Report each line from the entries in which "paths" can be found.

Start of RECORDED INFORMATION

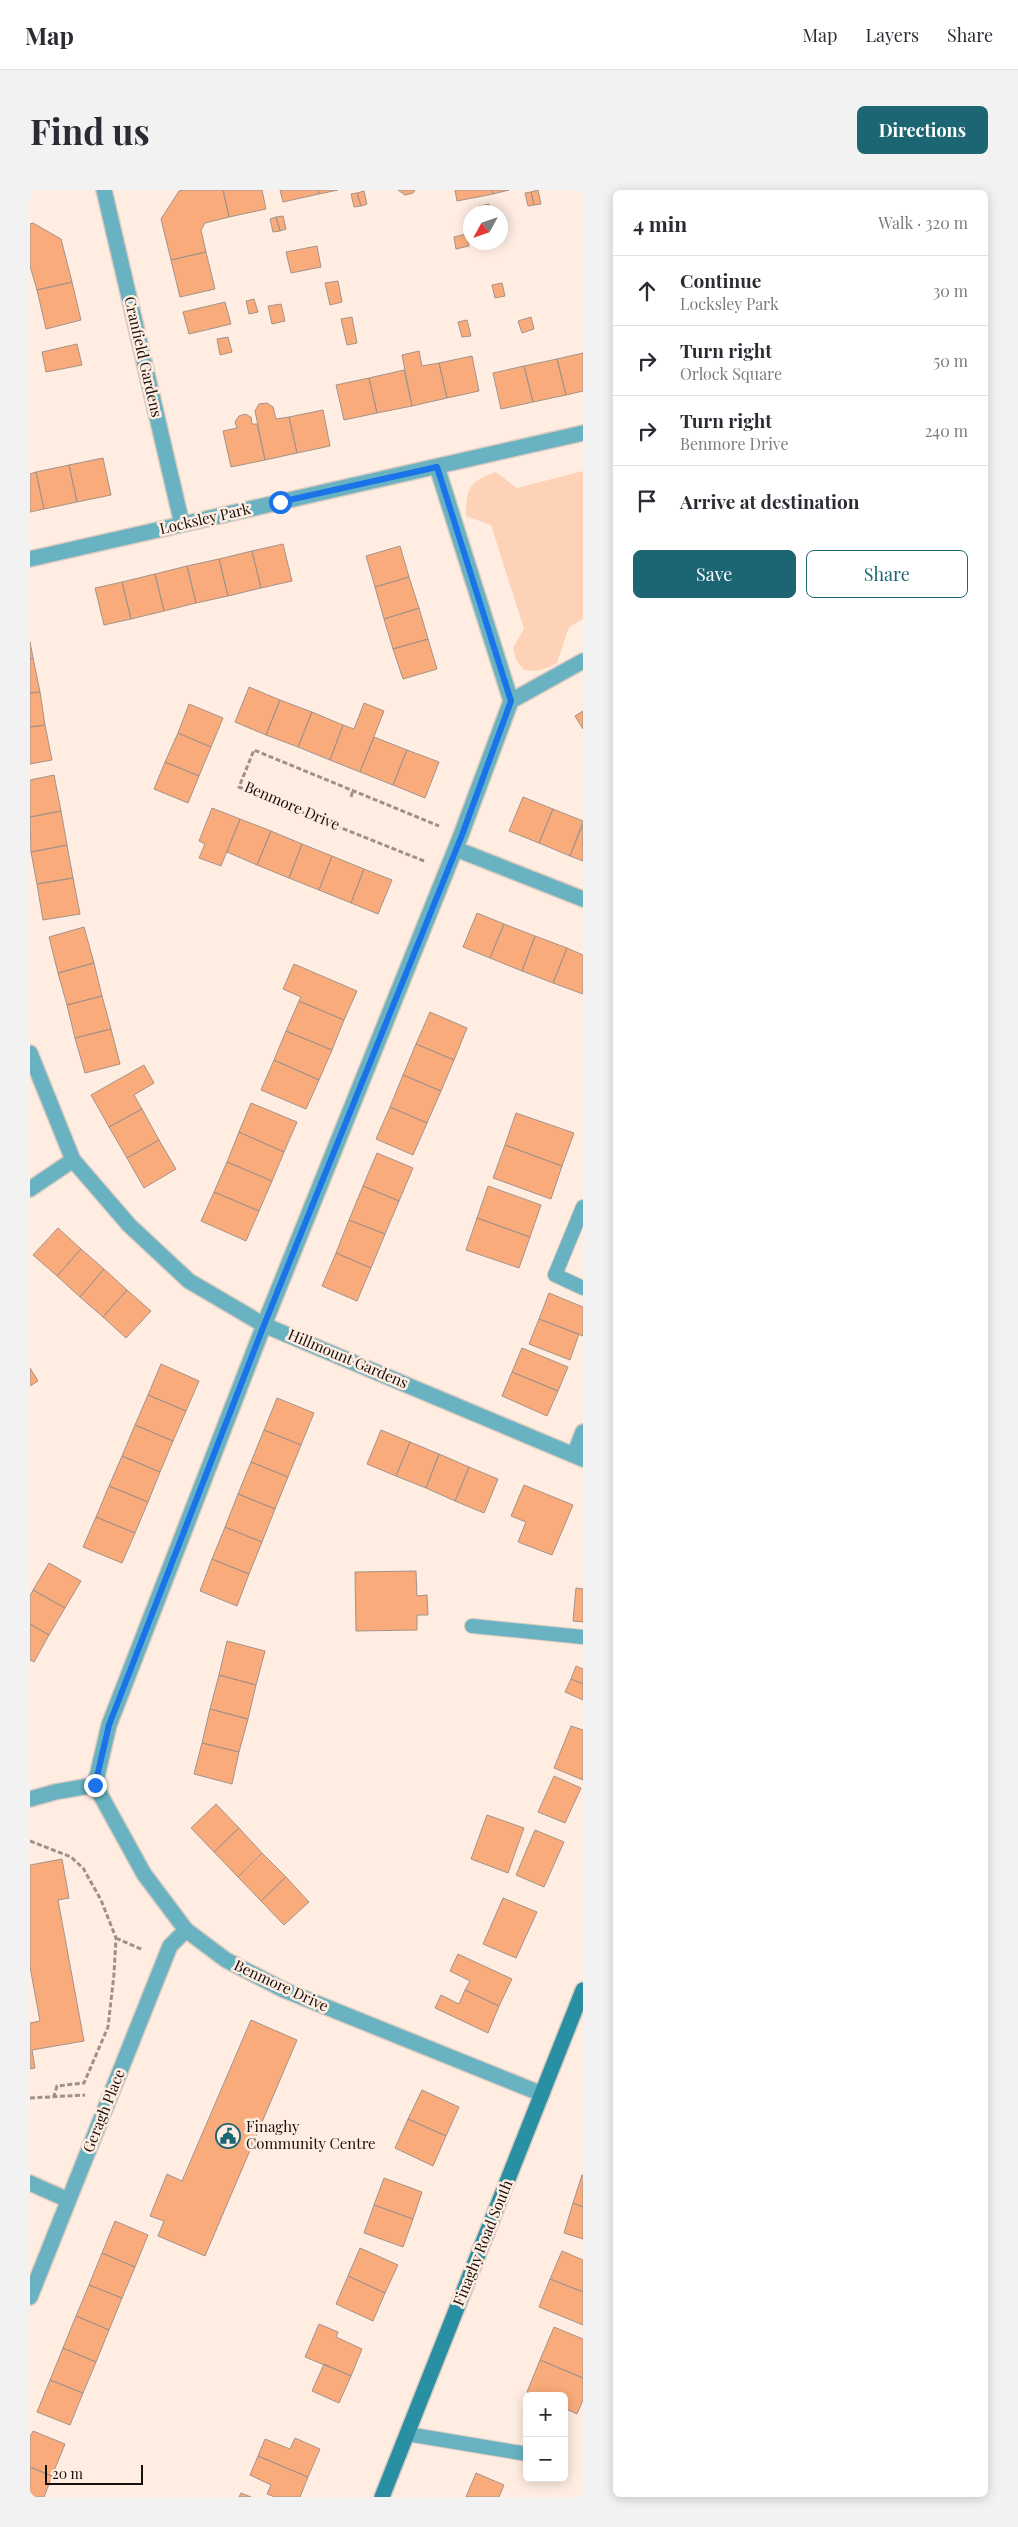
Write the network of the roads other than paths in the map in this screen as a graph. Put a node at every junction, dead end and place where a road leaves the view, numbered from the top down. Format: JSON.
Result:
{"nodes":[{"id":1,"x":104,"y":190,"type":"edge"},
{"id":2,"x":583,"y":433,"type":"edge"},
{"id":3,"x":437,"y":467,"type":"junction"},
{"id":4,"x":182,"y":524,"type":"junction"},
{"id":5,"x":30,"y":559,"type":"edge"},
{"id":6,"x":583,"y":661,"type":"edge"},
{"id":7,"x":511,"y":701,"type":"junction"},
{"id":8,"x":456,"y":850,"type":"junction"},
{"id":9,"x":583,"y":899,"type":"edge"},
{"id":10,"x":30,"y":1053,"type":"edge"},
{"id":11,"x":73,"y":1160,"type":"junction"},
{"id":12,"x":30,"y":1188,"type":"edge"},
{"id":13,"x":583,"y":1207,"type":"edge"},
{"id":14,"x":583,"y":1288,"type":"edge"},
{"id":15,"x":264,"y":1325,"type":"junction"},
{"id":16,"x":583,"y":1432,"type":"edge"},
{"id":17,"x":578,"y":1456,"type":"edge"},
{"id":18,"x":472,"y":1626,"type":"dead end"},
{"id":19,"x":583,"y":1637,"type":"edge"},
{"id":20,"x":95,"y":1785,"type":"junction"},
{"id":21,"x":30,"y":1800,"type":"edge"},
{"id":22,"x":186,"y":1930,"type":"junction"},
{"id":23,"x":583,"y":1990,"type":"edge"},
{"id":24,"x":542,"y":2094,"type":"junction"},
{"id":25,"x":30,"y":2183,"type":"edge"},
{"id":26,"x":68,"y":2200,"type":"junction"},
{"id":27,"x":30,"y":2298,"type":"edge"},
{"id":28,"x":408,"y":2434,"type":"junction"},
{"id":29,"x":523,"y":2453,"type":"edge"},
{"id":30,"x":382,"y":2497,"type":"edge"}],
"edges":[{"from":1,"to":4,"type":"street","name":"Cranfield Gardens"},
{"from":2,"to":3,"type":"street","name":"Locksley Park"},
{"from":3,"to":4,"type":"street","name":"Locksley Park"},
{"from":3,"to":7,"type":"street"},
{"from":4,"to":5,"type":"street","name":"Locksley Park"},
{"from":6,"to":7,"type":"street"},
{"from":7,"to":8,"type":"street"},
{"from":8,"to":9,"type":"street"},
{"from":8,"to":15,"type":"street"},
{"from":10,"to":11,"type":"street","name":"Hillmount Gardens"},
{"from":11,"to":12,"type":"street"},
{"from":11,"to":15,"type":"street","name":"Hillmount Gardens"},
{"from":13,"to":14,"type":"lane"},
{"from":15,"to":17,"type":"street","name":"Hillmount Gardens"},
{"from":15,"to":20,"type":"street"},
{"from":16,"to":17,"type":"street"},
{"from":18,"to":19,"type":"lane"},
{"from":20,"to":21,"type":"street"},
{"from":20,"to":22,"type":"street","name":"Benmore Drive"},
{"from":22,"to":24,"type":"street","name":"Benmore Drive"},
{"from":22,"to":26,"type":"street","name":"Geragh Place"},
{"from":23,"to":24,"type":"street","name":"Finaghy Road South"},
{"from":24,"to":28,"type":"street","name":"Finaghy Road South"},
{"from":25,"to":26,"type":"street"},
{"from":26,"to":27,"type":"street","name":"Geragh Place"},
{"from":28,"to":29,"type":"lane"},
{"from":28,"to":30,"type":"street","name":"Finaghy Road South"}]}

End of RECORDED INFORMATION
Start of RECORDED INFORMATION

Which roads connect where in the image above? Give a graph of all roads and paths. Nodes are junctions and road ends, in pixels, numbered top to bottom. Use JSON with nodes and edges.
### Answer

End of RECORDED INFORMATION

RESPONSE >>
Write the network of the roads other than paths in the map in this screen as a graph. Put a node at every junction, dead end and place where a road leaves the view, numbered from the top down. Format: JSON.
Which roads connect where in the image above? Give a graph of all roads and paths. Nodes are junctions and road ends, in pixels, numbered top to bottom. Use JSON with nodes and edges.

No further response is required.